Business as Usual (BAU) won’t work. Business as Usual (BAU) is the extrapolation of today’s energy usage trajectory in terms of fuels, consumption, etc. Improving on BAU in the U.S. context means cleaner energy and de-carbonization faster than is happening otherwise. Improvements are taking place, but not evenly. Cheap natural gas has helped but it won’t necessarily solve the problem—it may even reduce any sense of urgency. In contrast, improving on BAU in India means providing modern energy services to the large section of the population that has either erratic or non-existent access to efficient fuels and electricity.  It’s not clear how this can be done in a traditional manner, even if one had all the coal in the world available at one’s disposal. New solutions, in terms of technology, and energy services and management, become critical. This is where innovation and bilateral collaboration can help.

Smart Grids and smarter management. The advantages of green/clean energy for supply are well known, but it also has limitations beyond the usual challenges of price, location-sensitivity and variability, especially in the short term. In India, a weaker electrical grid makes managing renewable energy even harder, since most renewable sources cannot easily contribute to the evening peak demand.

While adding supply in India is important, it won’t be enough. Instead of the traditional grid where supply has to increase to meet rising and fluctuating demand, a future grid can mitigate and even control demand to match fluctuating supply conditions, such as the variability of green power.

This is why a Smart Grid, which is both more robust and green power amenable, becomes essential. A Smart Grid is a broad transformation of the electricity system using digital communications and control, and encompasses various technologies at many levels of the grid. The U.S. has extensive experience with Smart Grids, and learning and collaboration will help India to avoid having to re-invent the wheel, even if India-centric changes in design are required.

Collaboration and New R&D. Innovation across the energy spectrum—supply, storage, conversion, consumption, etc.—will drive improved sustainability. Even something as mundane as storing energy via pumped hydropower (running a dam in reverse), which is commonplace in the U.S., is rare in India. Yet it cost-effective and highly efficient, more so than today’s batteries, and thus could be an area for cooperation.

There will and should be gradualism in the research and development (R&D) involved, but India and indeed the world needs sustainable energy breakthroughs as well. While somewhat of a stereotype, U.S. product innovation (most recently with batteries, solar cells, etc.) and Indian expertise in process innovation, which extends to frugal engineering, can complement each other for helping realize new solutions with a global impact. Areas of potential collaboration include new materials (spanning batteries, nanotechnology and insulation), hyper-energy-efficiency, and solid-state power electronics amongst others.
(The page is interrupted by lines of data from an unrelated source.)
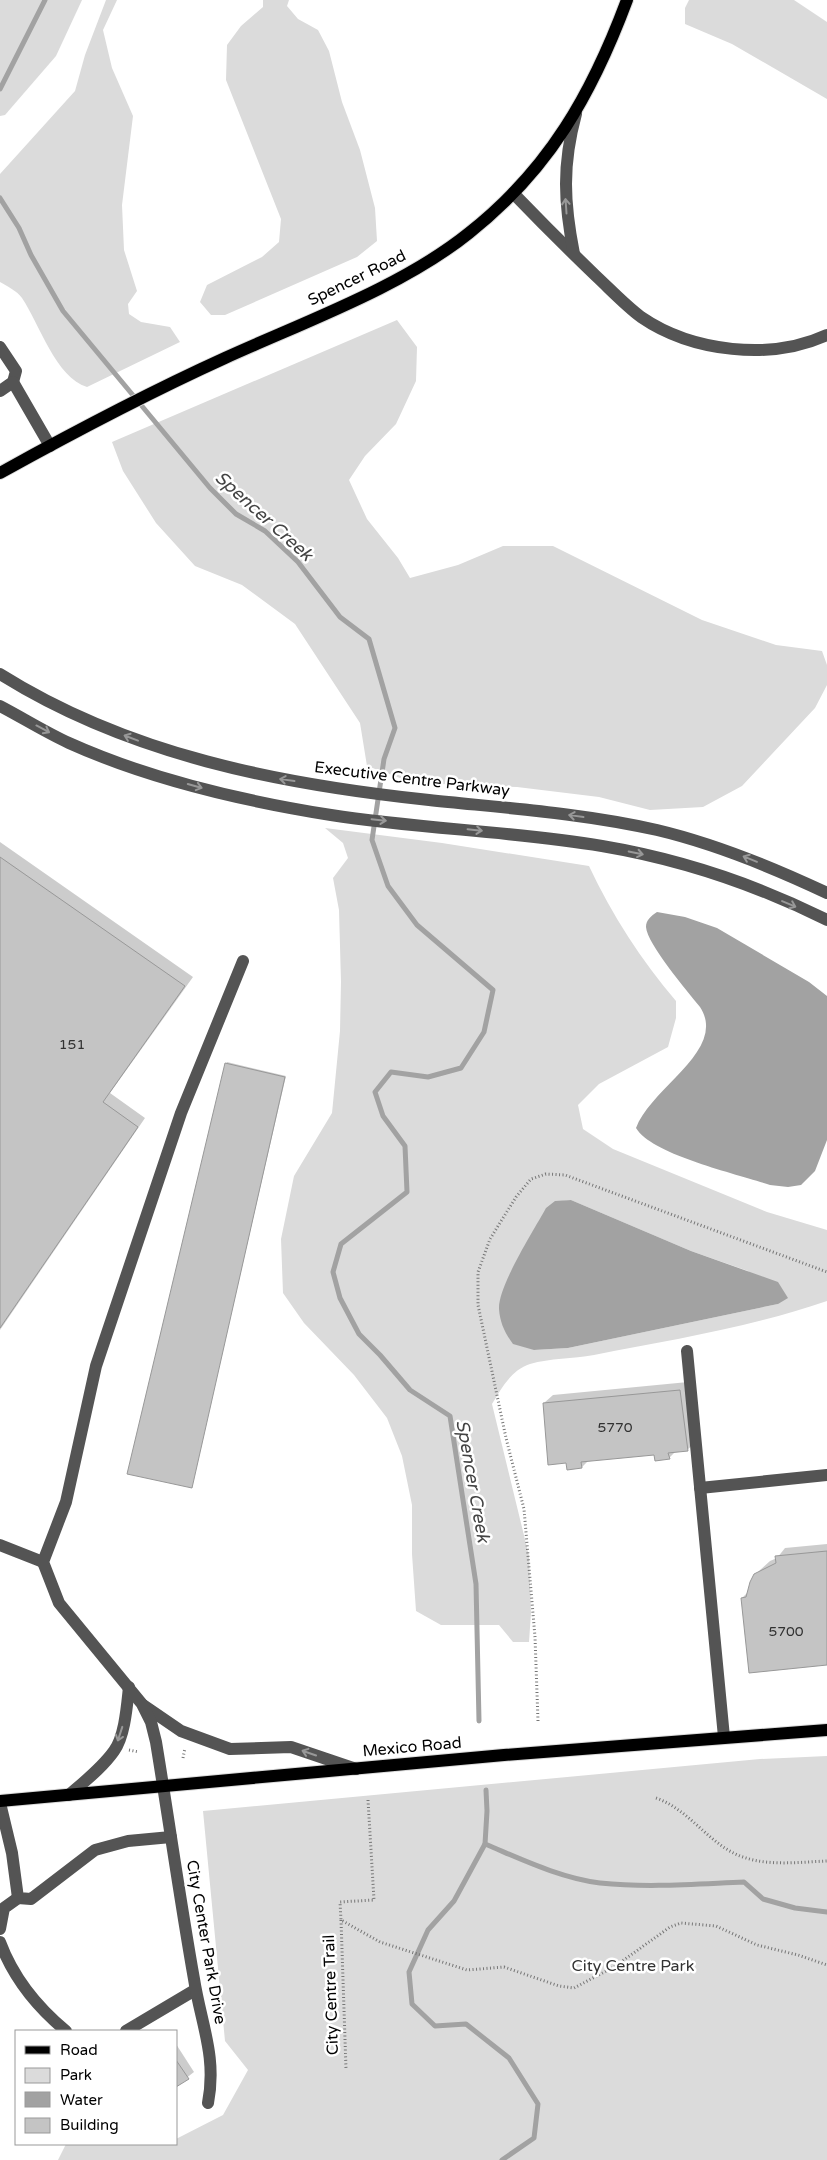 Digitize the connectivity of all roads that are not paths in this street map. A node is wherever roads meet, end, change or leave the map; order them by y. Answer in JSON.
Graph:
{"nodes":[{"id":1,"x":627,"y":0,"type":"edge"},
{"id":2,"x":576,"y":113,"type":"junction"},
{"id":3,"x":513,"y":193,"type":"junction"},
{"id":4,"x":574,"y":254,"type":"junction"},
{"id":5,"x":827,"y":335,"type":"edge"},
{"id":6,"x":0,"y":347,"type":"edge"},
{"id":7,"x":13,"y":382,"type":"junction"},
{"id":8,"x":0,"y":391,"type":"edge"},
{"id":9,"x":50,"y":446,"type":"junction"},
{"id":10,"x":0,"y":473,"type":"edge"},
{"id":11,"x":0,"y":674,"type":"edge"},
{"id":12,"x":0,"y":706,"type":"edge"},
{"id":13,"x":827,"y":893,"type":"edge"},
{"id":14,"x":827,"y":920,"type":"edge"},
{"id":15,"x":243,"y":961,"type":"dead end"},
{"id":16,"x":687,"y":1351,"type":"dead end"},
{"id":17,"x":827,"y":1476,"type":"edge"},
{"id":18,"x":700,"y":1488,"type":"junction"},
{"id":19,"x":0,"y":1545,"type":"edge"},
{"id":20,"x":43,"y":1562,"type":"junction"},
{"id":21,"x":129,"y":1686,"type":"junction"},
{"id":22,"x":142,"y":1704,"type":"junction"},
{"id":23,"x":827,"y":1730,"type":"edge"},
{"id":24,"x":724,"y":1738,"type":"junction"},
{"id":25,"x":356,"y":1769,"type":"junction"},
{"id":26,"x":163,"y":1786,"type":"junction"},
{"id":27,"x":69,"y":1795,"type":"junction"},
{"id":28,"x":0,"y":1802,"type":"edge"},
{"id":29,"x":171,"y":1837,"type":"junction"},
{"id":30,"x":18,"y":1898,"type":"junction"},
{"id":31,"x":0,"y":1929,"type":"edge"},
{"id":32,"x":0,"y":1942,"type":"edge"},
{"id":33,"x":195,"y":1990,"type":"junction"},
{"id":34,"x":65,"y":2030,"type":"edge"},
{"id":35,"x":128,"y":2030,"type":"edge"},
{"id":36,"x":208,"y":2103,"type":"dead end"}],
"edges":[{"from":1,"to":2,"type":"main road","name":"Spencer Road"},
{"from":2,"to":3,"type":"main road","name":"Spencer Road"},
{"from":4,"to":2,"type":"street","one_way":true},
{"from":3,"to":4,"type":"street"},
{"from":3,"to":9,"type":"main road","name":"Spencer Road"},
{"from":4,"to":5,"type":"street"},
{"from":6,"to":7,"type":"street"},
{"from":7,"to":8,"type":"street"},
{"from":7,"to":9,"type":"street"},
{"from":9,"to":10,"type":"main road","name":"Spencer Road"},
{"from":13,"to":11,"type":"street","name":"Executive Centre Parkway","one_way":true},
{"from":12,"to":14,"type":"street","one_way":true},
{"from":15,"to":20,"type":"street"},
{"from":16,"to":18,"type":"street"},
{"from":17,"to":18,"type":"street"},
{"from":18,"to":24,"type":"street"},
{"from":19,"to":20,"type":"street"},
{"from":20,"to":21,"type":"street"},
{"from":21,"to":22,"type":"street"},
{"from":21,"to":27,"type":"street","one_way":true},
{"from":25,"to":22,"type":"street","one_way":true},
{"from":22,"to":26,"type":"street","name":"City Center Park Drive"},
{"from":23,"to":24,"type":"main road","name":"Mexico Road"},
{"from":24,"to":25,"type":"main road","name":"Mexico Road"},
{"from":25,"to":26,"type":"main road","name":"Mexico Road"},
{"from":26,"to":27,"type":"main road","name":"Mexico Road"},
{"from":26,"to":29,"type":"street","name":"City Center Park Drive"},
{"from":27,"to":28,"type":"main road","name":"Mexico Road"},
{"from":28,"to":30,"type":"street"},
{"from":29,"to":30,"type":"street"},
{"from":29,"to":33,"type":"street","name":"City Center Park Drive"},
{"from":30,"to":31,"type":"street"},
{"from":32,"to":34,"type":"street"},
{"from":33,"to":35,"type":"street"},
{"from":33,"to":36,"type":"street","name":"City Center Park Drive"}]}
One channel for collaboration can be through the inclusion of additional existing or new players interested in innovation and commercialization. These include private research entities, non-governmental organizations, start-ups, spin-offs, etc., which are sometimes left out of “big collaboration” initiatives between India and the U.S., such as the Joint Clean Energy R&D Center.

As both nations take action based on the growing sense of urgency in clean/smart energy, this will also help displace historical mistrust if not blame (à la carbon and technology transfer). The market potential and access to energy human imperative are too large for business as usual to continue.